Please return the lines of the data that contain "Jalan".

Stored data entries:

==================================================

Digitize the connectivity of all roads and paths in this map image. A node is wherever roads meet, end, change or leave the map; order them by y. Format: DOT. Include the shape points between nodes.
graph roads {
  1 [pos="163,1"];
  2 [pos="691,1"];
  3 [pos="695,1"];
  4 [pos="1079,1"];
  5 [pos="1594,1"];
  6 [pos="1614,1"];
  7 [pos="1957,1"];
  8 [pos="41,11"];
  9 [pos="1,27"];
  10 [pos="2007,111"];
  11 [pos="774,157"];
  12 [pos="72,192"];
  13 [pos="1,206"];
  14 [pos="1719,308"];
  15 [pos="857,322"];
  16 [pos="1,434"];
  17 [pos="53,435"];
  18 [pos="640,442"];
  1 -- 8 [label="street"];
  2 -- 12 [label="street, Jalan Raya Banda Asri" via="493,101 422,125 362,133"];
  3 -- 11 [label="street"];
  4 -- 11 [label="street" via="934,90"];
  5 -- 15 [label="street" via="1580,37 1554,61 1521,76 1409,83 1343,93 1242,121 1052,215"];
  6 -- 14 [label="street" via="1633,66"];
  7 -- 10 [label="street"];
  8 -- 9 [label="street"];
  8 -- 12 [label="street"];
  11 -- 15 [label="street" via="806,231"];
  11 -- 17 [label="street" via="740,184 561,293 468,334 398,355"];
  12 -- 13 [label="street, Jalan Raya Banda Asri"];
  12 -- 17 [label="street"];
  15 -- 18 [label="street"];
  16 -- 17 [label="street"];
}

==================================================

## Solution
  2 -- 12 [label="street, Jalan Raya Banda Asri" via="493,101 422,125 362,133"];
  12 -- 13 [label="street, Jalan Raya Banda Asri"];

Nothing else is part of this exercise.